Check the appropriate box below if the Form 8-K filing is intended to simultaneously satisfy the filing obligation of the registrant under any of the following provisions ( see General Instruction A.2. below):
[ ]    Written communications pursuant to Rule 425 under the Securities Act (17 CFR 230.425)
[x]
Soliciting material pursuant to Rule 14a-12 under the Exchange Act (17 CFR 240.14a-12)
[ ]
Pre-commencement communications pursuant to Rule 14d-2(b) under the Exchange Act (17 CFR 240.14d-2(b))
[ ]
Pre-commencement communications pursuant to Rule 13e-4(c) under the Exchange Act (17 CFR 240.13e-4(c))
Indicate by check mark whether the registrant is an emerging growth company as defined in Rule 405 of the Securities Act of 1933 (§230.405 of this chapter) or Rule 12b-2 of the Securities Exchange Act of 1934 (§240.12b-2 of this chapter).
Emerging growth company o






If an emerging growth company, indicate by check mark if the registrant has elected not to use the extended transition period for complying with any new or revised financial accounting standards provided pursuant to Section 13(a) of the Exchange Act. o

______________________________________________________________________________
Item 1.01 Entry into a Material Definitive Agreement

On March 20, 2018, General Nutrition Centers, Inc. (“GNC Nutrition”) entered into the First Amendment (the “First Amendment”) to its ABL Credit Agreement (the “Existing ABL Credit Agreement”).

The First Amendment amends Section 9.4(b) of the Existing ABL Credit Agreement to clarify that assignments of ABL FILO term loans do not require the consent of the letter of credit issuing banks or the swingline loan lender.

The First Amendment is effective as of March 20, 2018. Except as expressly amended by the First Amendment, the provisions of the Existing Credit Agreement are and shall remain in full force and effect.

A copy of the First Amendment is attached as Exhibit 99.1 to this Current Report on Form 8-K.

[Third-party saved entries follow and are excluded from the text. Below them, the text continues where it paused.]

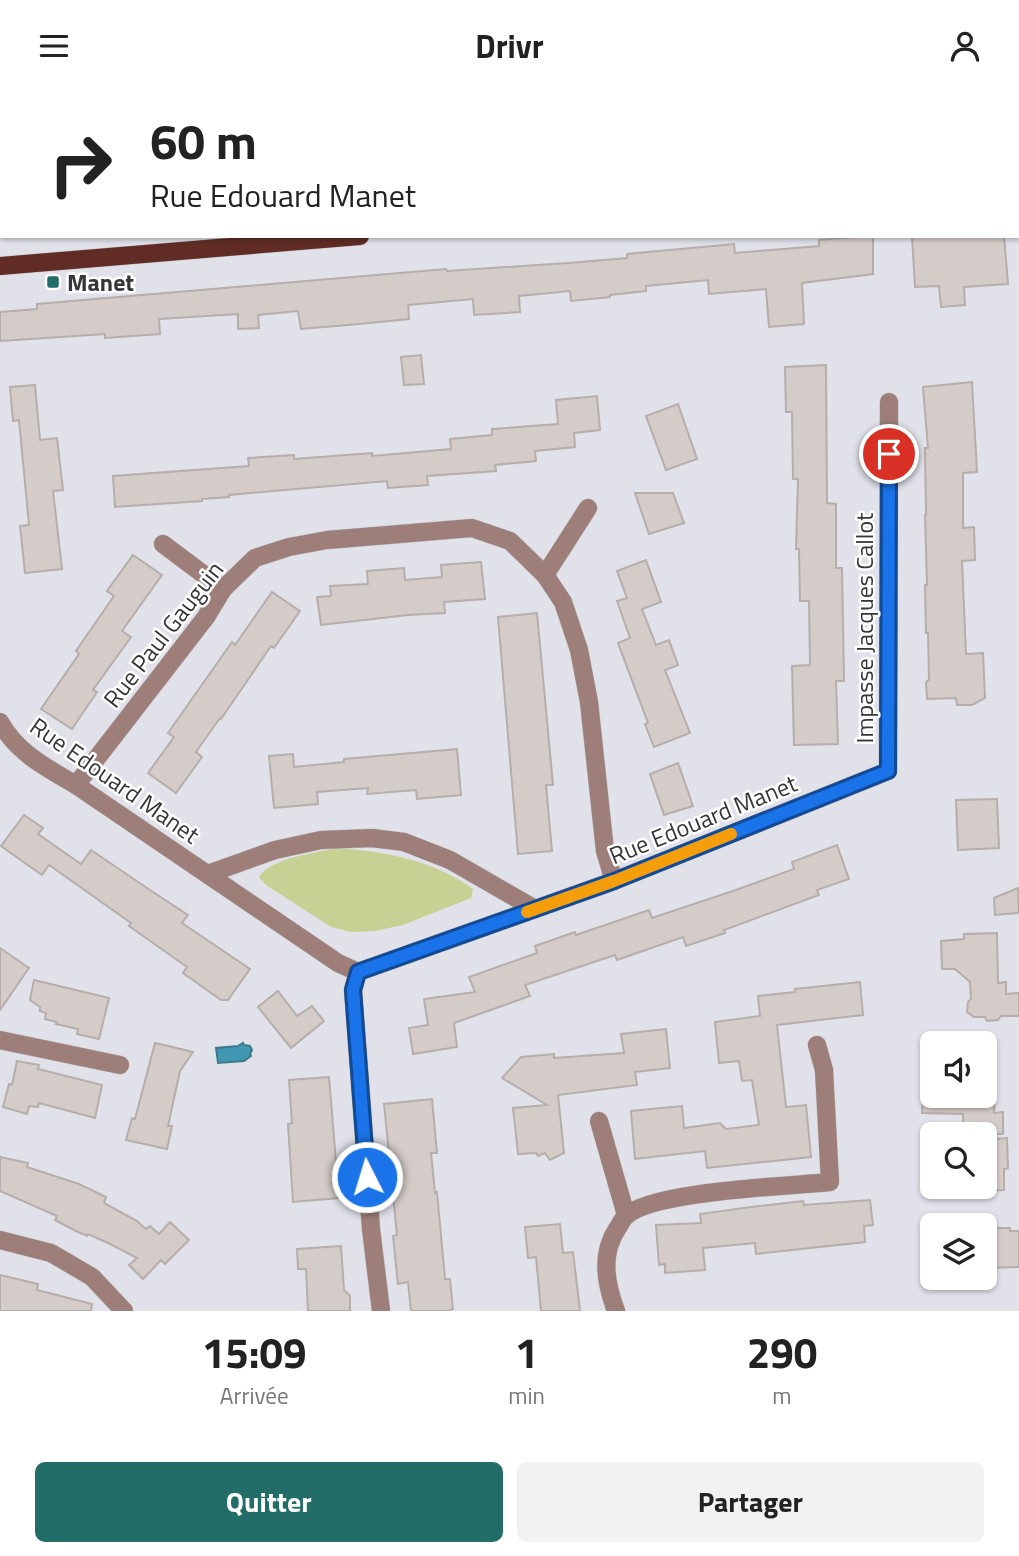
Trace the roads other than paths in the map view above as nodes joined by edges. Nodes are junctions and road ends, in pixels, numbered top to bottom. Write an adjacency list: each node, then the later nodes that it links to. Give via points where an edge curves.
1 (336, 238): 2 (main road)
2 (0, 267)
3 (889, 402): 9 (street, Impasse Jacques Callot)
4 (588, 508): 6 (street)
5 (163, 544): 7 (street)
6 (545, 575): 7 (street, Rue Paul Gauguin, via 510,541 472,528 289,547 255,558); 12 (street, Rue Paul Gauguin, via 563,602 579,650 605,852)
7 (223, 589): 10 (street, Rue Paul Gauguin)
8 (0, 722): 10 (street, Rue Edouard Manet, via 14,744)
9 (888, 771): 12 (street, Rue Edouard Manet)
10 (76, 785): 11 (street, Rue Edouard Manet)
11 (208, 874): 13 (street, Rue Edouard Manet, via 275,850 321,840 372,838 404,842 450,860); 14 (street, Rue Edouard Manet)
12 (614, 881): 13 (street, Rue Edouard Manet)
13 (536, 909): 14 (street, Rue Edouard Manet)
14 (358, 972): 22 (street, via 353,990)
15 (0, 1040): 17 (street)
16 (817, 1045): 19 (street, via 824,1070 830,1182 687,1195)
17 (120, 1065)
18 (599, 1121): 19 (street)
19 (626, 1215): 23 (street, via 611,1239 605,1268)
20 (0, 1240): 21 (street, via 51,1253 92,1277)
21 (124, 1311)
22 (381, 1311)
23 (616, 1311)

Forward-Looking Statements
This release contains certain forward-looking statements within the meaning of the Private Securities Litigation Reform Act of 1995 with respect to the Company's financial condition, results of operations and business that is not historical information. Forward-looking statements can be identified by the use of terminology such as "subject to," "believes," "anticipates," "plans," "expects," "intends," "estimates," "projects," "may," "will," "should," "can," the negatives thereof, variations thereon and similar expressions, or by discussions regarding dividend, share repurchase plan, strategy and outlook. While GNC believes there is a reasonable basis for its expectations and beliefs, they are inherently uncertain. The Company may not realize its expectations and its beliefs may not prove correct. Many factors could affect future performance and cause actual results to differ materially from those matters expressed in or implied by forward-looking statements, including but not limited to unfavorable publicity or consumer perception of the Company's products; costs of compliance and any failure on management's part to comply with new and existing governmental regulations governing our products; limitations of or disruptions in the manufacturing system or losses of manufacturing certifications; disruptions in the distribution network; or failure to successfully execute the Company's growth strategy, including any inability to expand franchise operations or attract new franchisees, any inability to expand company-owned retail operations, any inability to grow the international footprint, any inability to expand the e-commerce businesses, or any inability to successfully integrate businesses that are acquired. The Company undertakes no obligation to publicly update or revise any forward-looking statement, whether as a result of new information, future events or otherwise. Actual results could differ materially from those described or implied by such forward-looking statements. For a listing of factors that may materially affect such forward-looking statements, please refer to the Company's Annual Report on Form 10-K for the year ended December 31, 2017.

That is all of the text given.